[Task goal] The lines to copy are those holding the string "Basti" in the entries below.

* * *

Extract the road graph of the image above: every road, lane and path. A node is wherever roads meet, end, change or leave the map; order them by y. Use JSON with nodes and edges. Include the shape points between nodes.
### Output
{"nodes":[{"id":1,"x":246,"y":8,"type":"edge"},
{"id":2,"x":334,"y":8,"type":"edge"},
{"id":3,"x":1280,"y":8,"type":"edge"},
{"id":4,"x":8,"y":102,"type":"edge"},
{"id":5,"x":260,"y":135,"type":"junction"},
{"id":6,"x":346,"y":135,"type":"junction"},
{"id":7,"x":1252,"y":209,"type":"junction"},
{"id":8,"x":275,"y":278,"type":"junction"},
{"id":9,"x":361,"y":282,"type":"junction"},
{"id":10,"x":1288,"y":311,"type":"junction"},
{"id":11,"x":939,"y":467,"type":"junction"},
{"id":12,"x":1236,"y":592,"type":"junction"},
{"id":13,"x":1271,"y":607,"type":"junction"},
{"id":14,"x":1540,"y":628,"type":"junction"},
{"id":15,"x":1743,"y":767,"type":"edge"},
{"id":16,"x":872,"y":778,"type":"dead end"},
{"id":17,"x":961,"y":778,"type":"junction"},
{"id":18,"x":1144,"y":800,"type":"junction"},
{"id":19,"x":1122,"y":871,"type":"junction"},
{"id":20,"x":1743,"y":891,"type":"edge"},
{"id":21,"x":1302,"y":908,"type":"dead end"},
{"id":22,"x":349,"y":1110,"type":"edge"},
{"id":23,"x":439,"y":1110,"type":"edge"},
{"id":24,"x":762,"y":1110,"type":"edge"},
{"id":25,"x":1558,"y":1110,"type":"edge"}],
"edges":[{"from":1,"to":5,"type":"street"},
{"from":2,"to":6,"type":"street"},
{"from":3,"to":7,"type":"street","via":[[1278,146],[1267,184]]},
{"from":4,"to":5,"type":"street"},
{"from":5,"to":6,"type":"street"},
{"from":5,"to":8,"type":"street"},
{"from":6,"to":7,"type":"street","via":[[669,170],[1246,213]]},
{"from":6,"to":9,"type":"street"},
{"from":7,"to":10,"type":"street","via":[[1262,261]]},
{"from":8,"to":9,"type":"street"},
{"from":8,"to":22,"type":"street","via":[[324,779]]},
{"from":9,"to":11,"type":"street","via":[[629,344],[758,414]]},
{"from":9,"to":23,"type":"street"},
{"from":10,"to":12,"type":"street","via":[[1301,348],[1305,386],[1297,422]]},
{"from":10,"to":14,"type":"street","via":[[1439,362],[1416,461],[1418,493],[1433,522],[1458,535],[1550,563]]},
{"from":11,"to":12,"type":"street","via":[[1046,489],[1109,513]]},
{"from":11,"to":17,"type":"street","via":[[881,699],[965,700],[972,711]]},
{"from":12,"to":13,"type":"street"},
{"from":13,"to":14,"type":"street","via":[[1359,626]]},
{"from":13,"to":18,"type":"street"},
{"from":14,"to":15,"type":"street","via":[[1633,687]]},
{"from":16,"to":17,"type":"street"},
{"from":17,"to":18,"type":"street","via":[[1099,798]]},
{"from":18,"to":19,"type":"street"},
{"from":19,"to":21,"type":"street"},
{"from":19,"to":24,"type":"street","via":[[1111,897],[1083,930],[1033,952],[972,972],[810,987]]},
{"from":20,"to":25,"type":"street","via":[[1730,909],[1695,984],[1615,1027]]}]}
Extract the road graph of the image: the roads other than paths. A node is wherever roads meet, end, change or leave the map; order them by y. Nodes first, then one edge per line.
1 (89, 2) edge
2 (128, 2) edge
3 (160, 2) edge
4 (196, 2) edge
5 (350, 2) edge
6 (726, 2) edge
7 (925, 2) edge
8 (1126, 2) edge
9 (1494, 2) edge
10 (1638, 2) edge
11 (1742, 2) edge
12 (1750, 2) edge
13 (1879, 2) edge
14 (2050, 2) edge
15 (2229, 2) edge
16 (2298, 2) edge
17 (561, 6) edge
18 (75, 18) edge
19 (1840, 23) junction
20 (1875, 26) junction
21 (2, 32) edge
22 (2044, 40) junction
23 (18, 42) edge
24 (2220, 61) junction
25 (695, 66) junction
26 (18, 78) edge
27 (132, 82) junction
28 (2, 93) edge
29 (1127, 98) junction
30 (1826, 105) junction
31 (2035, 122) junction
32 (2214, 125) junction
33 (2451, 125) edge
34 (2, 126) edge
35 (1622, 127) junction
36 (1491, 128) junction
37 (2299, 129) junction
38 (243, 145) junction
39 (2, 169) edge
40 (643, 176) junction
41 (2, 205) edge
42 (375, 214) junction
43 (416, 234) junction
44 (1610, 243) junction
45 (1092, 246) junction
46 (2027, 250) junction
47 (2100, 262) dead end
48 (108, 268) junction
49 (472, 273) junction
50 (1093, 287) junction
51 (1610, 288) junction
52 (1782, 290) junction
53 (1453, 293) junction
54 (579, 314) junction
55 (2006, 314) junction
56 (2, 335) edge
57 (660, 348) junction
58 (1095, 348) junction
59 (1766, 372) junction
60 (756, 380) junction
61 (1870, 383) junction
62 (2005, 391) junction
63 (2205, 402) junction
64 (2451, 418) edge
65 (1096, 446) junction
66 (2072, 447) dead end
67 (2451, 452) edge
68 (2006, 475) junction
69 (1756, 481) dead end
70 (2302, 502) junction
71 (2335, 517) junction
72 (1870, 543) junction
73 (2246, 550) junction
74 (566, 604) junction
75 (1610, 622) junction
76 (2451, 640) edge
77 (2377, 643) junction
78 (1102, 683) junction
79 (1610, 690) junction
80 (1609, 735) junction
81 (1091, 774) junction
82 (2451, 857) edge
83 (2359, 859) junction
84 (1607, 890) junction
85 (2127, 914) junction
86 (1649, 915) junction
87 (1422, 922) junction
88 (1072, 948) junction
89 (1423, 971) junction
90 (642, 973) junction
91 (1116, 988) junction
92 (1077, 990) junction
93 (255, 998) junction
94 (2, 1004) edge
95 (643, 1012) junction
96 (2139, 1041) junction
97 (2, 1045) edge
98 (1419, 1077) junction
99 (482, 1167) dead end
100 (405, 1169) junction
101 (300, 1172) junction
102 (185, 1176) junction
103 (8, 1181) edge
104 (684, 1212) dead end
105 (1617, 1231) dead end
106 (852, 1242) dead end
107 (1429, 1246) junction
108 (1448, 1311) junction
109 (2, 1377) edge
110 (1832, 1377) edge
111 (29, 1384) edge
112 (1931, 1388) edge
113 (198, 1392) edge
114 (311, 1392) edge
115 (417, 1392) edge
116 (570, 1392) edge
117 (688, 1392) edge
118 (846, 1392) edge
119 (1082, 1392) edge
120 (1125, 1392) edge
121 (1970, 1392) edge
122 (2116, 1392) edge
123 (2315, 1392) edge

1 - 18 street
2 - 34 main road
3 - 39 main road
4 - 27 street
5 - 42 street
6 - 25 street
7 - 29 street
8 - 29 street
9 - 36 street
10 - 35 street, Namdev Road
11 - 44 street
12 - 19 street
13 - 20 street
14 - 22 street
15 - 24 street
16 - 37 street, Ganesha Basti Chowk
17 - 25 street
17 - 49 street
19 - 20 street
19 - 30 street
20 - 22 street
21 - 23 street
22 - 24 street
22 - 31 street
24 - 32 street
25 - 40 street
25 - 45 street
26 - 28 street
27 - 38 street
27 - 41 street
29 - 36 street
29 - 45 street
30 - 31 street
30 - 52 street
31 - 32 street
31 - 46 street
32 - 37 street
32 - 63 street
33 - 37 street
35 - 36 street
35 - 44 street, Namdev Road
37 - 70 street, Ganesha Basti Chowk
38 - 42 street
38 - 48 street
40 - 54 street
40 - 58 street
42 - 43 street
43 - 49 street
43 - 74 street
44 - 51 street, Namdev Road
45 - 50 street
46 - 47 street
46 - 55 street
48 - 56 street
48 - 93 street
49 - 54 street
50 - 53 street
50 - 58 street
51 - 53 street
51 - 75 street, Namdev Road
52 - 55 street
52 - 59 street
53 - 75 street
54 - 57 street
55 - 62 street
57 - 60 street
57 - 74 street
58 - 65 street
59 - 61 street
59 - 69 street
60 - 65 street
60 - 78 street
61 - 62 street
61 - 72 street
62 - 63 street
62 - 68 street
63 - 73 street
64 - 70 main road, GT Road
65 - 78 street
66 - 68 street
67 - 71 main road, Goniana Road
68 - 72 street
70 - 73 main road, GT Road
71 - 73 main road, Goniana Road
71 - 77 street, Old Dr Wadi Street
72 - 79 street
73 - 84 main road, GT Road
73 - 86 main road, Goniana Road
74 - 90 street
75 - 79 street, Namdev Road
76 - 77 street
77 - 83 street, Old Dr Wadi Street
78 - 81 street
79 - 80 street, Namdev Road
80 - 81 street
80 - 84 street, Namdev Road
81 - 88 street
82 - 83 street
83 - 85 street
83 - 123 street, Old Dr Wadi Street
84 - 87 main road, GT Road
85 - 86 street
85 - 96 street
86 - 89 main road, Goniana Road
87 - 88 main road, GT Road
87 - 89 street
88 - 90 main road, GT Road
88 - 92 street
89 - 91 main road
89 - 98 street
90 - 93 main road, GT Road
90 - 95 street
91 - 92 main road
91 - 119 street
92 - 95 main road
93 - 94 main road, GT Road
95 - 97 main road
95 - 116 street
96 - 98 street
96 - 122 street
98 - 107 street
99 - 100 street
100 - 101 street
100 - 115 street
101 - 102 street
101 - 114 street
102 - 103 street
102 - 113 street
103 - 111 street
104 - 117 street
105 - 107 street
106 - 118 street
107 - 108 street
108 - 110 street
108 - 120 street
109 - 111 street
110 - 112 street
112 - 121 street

* * *

[Written answer]
16 - 37 street, Ganesha Basti Chowk
37 - 70 street, Ganesha Basti Chowk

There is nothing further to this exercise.